Dataset entries:
Start of Block

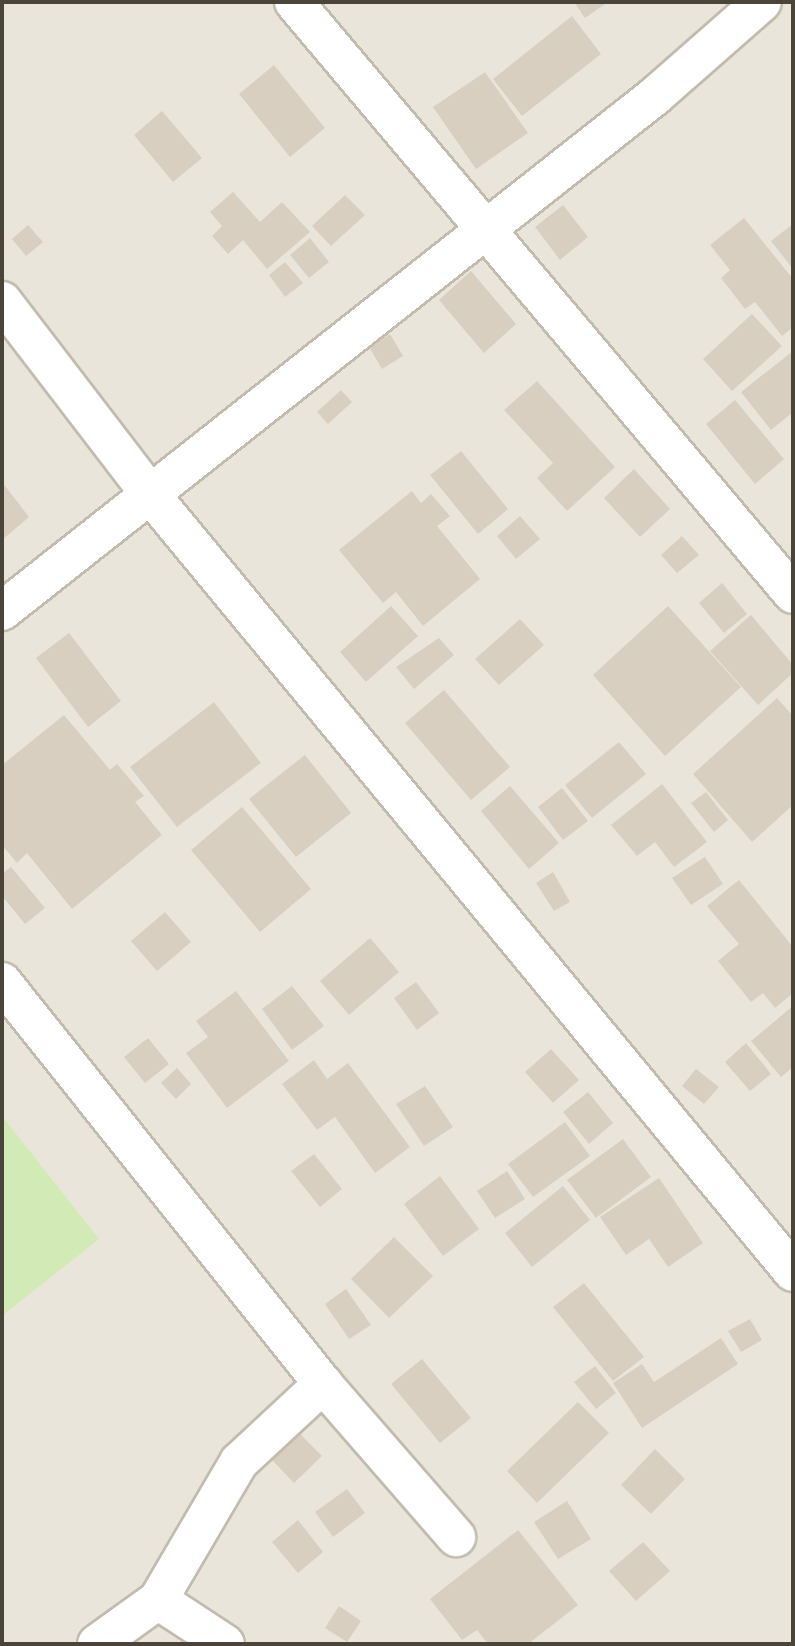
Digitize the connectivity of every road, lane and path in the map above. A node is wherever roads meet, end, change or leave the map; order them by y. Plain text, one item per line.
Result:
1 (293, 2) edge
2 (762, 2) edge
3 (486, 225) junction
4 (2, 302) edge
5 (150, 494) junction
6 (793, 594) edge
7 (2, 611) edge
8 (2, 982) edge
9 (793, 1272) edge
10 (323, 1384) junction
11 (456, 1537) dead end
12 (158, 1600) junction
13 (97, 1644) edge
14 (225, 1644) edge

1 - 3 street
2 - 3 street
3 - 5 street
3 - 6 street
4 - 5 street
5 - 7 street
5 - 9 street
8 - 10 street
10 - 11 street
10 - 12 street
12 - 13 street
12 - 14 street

End of Block

Output the records above verbatim. Pictures stay out.

Solved exercise:
Digitize the connectivity of every road, lane and path in the map above. A node is wherever roads meet, end, change or leave the map; order them by y. Plain text, one item per line.
Result:
1 (293, 2) edge
2 (762, 2) edge
3 (486, 225) junction
4 (2, 302) edge
5 (150, 494) junction
6 (793, 594) edge
7 (2, 611) edge
8 (2, 982) edge
9 (793, 1272) edge
10 (323, 1384) junction
11 (456, 1537) dead end
12 (158, 1600) junction
13 (97, 1644) edge
14 (225, 1644) edge

1 - 3 street
2 - 3 street
3 - 5 street
3 - 6 street
4 - 5 street
5 - 7 street
5 - 9 street
8 - 10 street
10 - 11 street
10 - 12 street
12 - 13 street
12 - 14 street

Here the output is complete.